Collected data -
#####

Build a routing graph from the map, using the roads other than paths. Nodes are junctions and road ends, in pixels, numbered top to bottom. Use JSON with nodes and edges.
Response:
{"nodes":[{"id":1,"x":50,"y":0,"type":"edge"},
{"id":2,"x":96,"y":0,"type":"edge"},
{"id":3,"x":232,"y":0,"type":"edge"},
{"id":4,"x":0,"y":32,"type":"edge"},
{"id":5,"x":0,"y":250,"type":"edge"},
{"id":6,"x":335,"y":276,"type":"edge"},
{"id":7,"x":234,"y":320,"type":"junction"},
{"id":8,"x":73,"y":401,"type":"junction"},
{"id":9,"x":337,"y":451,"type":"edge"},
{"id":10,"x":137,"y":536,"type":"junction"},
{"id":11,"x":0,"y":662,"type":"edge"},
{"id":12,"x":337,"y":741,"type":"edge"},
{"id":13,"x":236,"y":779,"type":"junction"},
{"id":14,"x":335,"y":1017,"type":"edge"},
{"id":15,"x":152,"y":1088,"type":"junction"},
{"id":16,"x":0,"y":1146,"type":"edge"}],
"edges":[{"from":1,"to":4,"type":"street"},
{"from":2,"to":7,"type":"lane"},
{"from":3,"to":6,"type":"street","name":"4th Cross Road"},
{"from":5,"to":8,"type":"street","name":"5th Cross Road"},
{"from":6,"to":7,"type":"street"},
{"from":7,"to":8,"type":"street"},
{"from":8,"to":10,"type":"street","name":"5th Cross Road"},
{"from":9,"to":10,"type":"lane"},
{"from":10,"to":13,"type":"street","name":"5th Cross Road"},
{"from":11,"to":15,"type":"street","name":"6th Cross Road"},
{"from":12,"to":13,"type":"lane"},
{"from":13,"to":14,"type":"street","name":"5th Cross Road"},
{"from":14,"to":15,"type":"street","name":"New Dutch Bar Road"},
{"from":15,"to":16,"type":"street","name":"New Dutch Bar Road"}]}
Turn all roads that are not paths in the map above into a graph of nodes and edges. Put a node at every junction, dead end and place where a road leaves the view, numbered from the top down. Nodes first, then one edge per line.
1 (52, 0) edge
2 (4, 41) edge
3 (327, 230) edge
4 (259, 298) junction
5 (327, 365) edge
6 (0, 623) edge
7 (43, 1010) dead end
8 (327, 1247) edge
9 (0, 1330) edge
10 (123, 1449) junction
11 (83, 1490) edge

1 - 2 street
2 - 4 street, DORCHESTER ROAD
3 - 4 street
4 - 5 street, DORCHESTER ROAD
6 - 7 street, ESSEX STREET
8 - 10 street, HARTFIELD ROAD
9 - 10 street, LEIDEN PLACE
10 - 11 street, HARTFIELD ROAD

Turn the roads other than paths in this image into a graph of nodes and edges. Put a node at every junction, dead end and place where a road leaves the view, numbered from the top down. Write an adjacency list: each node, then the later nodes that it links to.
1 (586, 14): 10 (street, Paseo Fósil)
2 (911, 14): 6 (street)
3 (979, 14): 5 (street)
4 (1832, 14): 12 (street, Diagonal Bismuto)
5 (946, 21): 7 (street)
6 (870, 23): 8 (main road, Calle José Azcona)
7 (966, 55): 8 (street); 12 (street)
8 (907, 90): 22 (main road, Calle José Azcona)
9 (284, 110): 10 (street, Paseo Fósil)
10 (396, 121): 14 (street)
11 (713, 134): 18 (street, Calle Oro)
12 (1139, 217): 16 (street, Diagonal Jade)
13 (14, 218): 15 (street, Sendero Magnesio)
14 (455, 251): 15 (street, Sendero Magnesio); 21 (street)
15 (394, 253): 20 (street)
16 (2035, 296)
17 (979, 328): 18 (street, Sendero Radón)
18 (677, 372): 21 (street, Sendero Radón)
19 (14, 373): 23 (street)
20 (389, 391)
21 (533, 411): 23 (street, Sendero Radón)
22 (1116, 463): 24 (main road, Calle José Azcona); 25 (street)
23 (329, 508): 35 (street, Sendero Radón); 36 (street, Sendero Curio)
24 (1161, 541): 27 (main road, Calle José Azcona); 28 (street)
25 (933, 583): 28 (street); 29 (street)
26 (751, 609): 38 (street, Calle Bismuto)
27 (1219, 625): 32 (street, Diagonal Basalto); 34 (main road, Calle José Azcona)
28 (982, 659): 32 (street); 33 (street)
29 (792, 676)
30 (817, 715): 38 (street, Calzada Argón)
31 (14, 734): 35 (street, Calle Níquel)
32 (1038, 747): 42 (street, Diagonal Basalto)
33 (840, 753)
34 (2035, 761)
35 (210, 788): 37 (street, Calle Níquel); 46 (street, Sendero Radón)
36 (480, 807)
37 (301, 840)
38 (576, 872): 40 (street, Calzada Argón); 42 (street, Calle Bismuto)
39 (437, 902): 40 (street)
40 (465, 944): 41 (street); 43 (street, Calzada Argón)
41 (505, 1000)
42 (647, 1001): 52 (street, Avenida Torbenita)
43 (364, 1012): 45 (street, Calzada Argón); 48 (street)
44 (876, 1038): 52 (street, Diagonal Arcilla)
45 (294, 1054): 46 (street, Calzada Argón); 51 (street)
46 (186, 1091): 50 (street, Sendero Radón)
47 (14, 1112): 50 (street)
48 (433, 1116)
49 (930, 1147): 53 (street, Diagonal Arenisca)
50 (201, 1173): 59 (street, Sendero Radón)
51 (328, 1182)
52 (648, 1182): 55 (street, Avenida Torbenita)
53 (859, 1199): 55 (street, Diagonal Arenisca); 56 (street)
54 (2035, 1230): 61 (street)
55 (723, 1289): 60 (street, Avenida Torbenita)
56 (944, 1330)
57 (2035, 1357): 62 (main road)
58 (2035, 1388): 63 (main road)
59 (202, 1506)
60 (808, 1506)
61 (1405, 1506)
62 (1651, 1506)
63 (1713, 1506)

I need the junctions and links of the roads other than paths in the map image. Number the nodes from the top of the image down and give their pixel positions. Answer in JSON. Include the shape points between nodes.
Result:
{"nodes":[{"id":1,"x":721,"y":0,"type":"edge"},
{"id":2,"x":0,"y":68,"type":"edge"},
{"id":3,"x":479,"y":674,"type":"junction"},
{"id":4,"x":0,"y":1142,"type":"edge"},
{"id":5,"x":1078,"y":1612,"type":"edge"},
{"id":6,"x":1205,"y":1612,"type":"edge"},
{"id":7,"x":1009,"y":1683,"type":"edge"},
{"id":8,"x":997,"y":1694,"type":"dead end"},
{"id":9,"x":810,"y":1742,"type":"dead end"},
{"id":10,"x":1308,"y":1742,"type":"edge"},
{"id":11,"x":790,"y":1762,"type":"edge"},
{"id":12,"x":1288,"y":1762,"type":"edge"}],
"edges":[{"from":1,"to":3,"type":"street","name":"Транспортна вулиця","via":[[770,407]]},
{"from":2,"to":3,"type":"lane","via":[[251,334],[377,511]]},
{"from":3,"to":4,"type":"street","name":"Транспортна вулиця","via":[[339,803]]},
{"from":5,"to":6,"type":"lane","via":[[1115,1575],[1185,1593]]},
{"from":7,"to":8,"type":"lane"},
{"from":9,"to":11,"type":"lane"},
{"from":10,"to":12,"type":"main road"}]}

#####

WORK ORDER -
The answer must be all the lines above that hold the word "leaves".

RESPONSE AREA -
Turn all roads that are not paths in the map above into a graph of nodes and edges. Put a node at every junction, dead end and place where a road leaves the view, numbered from the top down. Nodes first, then one edge per line.
Turn the roads other than paths in this image into a graph of nodes and edges. Put a node at every junction, dead end and place where a road leaves the view, numbered from the top down. Write an adjacency list: each node, then the later nodes that it links to.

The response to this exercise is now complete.